Could A Carbon Dioxide Footbath Help Prevent Diabetes-Related Foot Amputations?
About 25% of everyone with diagnosed diabetes will experience a foot ulcer in their lifetime. Foot ulcers range from annoying to debilitating, and in worst-case scenarios, they will require amputation. Diabetes-related complications are a leading cause of amputations in the United States, and the vast majority of amputations on diabetics (about 80%) were necessary because of foot ulcers. These are concerning statistics, and there are efforts around the world to find treatments that make foot ulcers less likely to lead to limb loss.
There are ways to treat and prevent foot ulcers, but if ulcers aren’t treated properly then infection can spread, gangrene can set in, and a person may have to face the pain of saying goodbye to one of their limbs.
The root of the problem (not surprisingly) lies with high blood sugar and all the complications it causes. One of the most common complications is neuropathy, or diabetic nerve damage, which most often affects the feet and lower legs. Small injuries are more likely to become ulcerated and infected because someone with neuropathy may not be able to feel that they have an injury.
Another contributor is poor circulation. High blood sugar contributes to the narrowing and hardening of blood vessels, and this makes it difficult for necessary oxygen and nutrients to reach extremities, like the feet. These complications leave people with diabetes at higher risk for infection, ulceration, tissue death, and amputation.

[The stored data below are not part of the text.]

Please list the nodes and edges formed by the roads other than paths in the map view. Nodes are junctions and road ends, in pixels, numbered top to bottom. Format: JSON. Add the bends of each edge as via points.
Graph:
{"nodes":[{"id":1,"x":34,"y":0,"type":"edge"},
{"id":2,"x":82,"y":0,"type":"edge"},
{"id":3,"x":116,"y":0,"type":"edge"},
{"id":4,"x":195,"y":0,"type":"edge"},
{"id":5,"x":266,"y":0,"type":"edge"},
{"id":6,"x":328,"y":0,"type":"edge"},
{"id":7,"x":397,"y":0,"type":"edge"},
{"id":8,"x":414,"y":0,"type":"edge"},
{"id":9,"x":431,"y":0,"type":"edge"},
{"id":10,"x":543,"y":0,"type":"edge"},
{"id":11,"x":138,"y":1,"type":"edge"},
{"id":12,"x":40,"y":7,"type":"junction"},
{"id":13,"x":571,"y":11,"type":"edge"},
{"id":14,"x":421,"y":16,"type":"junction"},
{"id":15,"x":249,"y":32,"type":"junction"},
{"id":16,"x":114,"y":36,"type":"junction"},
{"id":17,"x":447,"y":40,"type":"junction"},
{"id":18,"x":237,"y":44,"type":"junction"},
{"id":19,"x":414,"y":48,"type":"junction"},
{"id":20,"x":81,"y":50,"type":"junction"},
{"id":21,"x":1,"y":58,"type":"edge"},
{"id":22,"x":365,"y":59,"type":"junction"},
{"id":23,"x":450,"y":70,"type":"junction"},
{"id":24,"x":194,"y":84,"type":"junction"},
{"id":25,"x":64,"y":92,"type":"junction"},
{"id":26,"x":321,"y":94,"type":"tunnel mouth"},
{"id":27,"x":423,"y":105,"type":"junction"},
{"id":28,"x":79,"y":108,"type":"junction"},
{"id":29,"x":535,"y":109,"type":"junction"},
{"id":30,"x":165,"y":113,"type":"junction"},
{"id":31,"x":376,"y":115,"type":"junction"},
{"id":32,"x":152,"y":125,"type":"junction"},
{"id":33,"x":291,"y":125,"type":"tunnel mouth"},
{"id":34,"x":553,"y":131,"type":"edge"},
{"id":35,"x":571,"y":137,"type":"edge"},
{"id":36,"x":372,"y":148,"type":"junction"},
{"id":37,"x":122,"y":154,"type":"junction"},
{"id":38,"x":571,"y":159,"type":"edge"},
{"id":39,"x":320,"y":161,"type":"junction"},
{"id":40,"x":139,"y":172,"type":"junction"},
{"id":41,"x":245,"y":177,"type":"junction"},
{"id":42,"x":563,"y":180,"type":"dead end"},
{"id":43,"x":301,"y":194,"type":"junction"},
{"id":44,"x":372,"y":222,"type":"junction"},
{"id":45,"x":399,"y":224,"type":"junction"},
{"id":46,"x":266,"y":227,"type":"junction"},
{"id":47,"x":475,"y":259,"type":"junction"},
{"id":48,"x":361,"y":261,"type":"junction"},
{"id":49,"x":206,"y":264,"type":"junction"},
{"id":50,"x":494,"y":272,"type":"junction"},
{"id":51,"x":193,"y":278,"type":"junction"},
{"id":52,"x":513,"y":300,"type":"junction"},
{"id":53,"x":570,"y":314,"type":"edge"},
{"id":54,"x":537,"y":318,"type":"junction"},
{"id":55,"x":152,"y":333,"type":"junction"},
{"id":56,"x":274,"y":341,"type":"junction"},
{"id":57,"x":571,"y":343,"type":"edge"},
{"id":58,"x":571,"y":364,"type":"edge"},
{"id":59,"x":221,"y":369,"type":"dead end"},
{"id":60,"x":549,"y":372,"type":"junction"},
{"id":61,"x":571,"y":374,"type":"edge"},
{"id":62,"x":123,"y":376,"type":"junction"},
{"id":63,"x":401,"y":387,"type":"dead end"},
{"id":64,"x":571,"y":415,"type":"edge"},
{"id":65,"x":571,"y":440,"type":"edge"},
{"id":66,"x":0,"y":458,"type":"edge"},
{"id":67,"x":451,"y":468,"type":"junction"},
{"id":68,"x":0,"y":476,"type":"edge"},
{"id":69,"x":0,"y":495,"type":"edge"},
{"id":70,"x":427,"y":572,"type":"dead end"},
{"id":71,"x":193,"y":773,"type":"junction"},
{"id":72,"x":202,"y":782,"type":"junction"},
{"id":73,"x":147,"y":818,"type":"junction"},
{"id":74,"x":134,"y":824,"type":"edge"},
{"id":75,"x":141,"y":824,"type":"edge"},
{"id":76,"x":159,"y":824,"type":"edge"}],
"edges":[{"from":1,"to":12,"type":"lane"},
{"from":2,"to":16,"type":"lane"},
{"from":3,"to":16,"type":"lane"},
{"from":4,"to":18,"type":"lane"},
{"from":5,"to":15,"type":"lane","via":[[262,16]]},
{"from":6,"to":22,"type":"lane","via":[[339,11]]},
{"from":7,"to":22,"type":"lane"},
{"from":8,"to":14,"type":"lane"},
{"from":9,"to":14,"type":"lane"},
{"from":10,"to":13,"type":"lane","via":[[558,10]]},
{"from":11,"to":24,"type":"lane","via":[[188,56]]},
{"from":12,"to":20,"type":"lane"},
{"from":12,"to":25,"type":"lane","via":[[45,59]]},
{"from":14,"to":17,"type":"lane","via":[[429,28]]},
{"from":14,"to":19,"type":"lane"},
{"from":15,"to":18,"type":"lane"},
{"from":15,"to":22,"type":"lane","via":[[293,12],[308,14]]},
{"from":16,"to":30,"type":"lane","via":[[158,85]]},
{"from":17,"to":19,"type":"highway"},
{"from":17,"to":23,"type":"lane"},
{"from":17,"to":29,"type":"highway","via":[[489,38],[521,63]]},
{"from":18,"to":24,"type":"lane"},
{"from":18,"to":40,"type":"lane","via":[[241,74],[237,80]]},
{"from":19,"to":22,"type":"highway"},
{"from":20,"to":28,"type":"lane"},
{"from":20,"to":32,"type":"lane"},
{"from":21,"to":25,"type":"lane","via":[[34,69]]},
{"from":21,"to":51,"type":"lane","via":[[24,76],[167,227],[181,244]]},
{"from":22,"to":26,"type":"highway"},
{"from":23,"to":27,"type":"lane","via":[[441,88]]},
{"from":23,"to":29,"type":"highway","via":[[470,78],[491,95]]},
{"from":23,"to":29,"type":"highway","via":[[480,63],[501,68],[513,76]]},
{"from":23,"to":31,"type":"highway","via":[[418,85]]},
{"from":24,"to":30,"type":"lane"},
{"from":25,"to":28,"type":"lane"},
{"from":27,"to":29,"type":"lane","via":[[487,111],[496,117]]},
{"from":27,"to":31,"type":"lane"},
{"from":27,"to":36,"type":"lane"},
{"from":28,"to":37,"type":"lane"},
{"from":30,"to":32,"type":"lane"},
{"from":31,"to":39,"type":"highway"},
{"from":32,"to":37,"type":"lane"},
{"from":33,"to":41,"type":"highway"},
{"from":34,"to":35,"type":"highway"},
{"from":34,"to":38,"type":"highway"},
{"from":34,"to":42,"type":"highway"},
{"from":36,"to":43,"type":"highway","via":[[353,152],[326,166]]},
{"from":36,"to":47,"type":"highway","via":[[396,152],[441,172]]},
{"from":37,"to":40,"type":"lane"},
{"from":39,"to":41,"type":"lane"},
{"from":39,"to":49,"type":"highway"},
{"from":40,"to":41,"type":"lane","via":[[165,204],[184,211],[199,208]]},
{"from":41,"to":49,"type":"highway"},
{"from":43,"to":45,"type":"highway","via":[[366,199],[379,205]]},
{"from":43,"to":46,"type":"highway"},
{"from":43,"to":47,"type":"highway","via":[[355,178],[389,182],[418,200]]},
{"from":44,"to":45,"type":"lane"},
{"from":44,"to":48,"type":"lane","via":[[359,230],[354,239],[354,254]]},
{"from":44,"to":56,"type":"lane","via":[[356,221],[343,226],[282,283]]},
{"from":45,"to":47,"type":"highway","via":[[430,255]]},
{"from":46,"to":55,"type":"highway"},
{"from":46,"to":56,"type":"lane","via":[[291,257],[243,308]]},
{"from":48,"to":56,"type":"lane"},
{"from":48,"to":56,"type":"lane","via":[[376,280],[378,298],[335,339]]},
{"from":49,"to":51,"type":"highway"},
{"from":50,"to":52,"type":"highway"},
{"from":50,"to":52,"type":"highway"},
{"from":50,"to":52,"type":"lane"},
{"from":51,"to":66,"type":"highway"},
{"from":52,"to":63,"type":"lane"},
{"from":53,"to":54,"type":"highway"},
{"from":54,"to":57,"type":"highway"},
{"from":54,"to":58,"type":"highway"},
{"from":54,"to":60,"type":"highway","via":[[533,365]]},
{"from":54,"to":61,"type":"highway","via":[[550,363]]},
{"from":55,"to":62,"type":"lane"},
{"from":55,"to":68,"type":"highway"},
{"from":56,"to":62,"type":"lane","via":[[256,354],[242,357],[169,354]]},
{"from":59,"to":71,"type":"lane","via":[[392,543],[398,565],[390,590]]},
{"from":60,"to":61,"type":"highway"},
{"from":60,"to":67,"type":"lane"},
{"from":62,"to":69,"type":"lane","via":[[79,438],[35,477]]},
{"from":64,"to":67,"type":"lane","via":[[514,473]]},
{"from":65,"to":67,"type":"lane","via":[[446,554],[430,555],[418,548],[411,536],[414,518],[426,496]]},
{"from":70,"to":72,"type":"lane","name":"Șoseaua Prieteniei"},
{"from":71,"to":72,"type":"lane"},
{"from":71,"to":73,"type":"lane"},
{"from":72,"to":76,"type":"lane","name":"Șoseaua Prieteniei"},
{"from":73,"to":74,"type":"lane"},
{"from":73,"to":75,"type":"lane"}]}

Prevention (see tips here) is the best medicine, but a new device may help restore ulcerated feet and prevent amputation.
Mitsubishi Chemical Cleansui Corporation has introduced a new footbath that uses water mixed with carbon dioxide to heal diabetic ulcers as well as other injuries.
How does it work? Carbon dioxide is a vasodilator, which means it helps open up blood vessels. The device uses warm water and “nano bubbles” to get carbon dioxide deep into the tissues. The bubbles are small enough to permeate the skin and relax constricted blood vessels. This allows those blood vessels to get more oxygen, nutrients, and white blood cells to the injury to promote healing.
A study on 22 diabetic patients with foot ulcers that hadn’t responded to other treatments found that after 15 days of using the footbath for 30 minutes a day, the carbon-dioxide treated patients showed “obvious improvement” over the control group. Encouraging, but the study, published in 2015, also noted that more testing was needed.
But carbon dioxide therapy (often called carboxy therapy) is nothing new. It was practiced as early as 1930 in France for wound healing, and is used all over the world, in various forms, as a cosmetic treatment.
The bad news is that our research could not find this therapy available in the United States except at high-end spas as a treatment for stretch marks, loose skin, dark circles, wrinkles, and even localized cellulite. The footbath designed specifically for diabetic ulcers and similar injuries was introduced in Dubai in January of 2018. It’s unclear, at least at this time, where else we might be able to see the device in the future. A warm, fizzy footbath sounds like a refreshingly pleasant treatment for what is a decidedly difficult diabetes complication. Stay healthy, friends!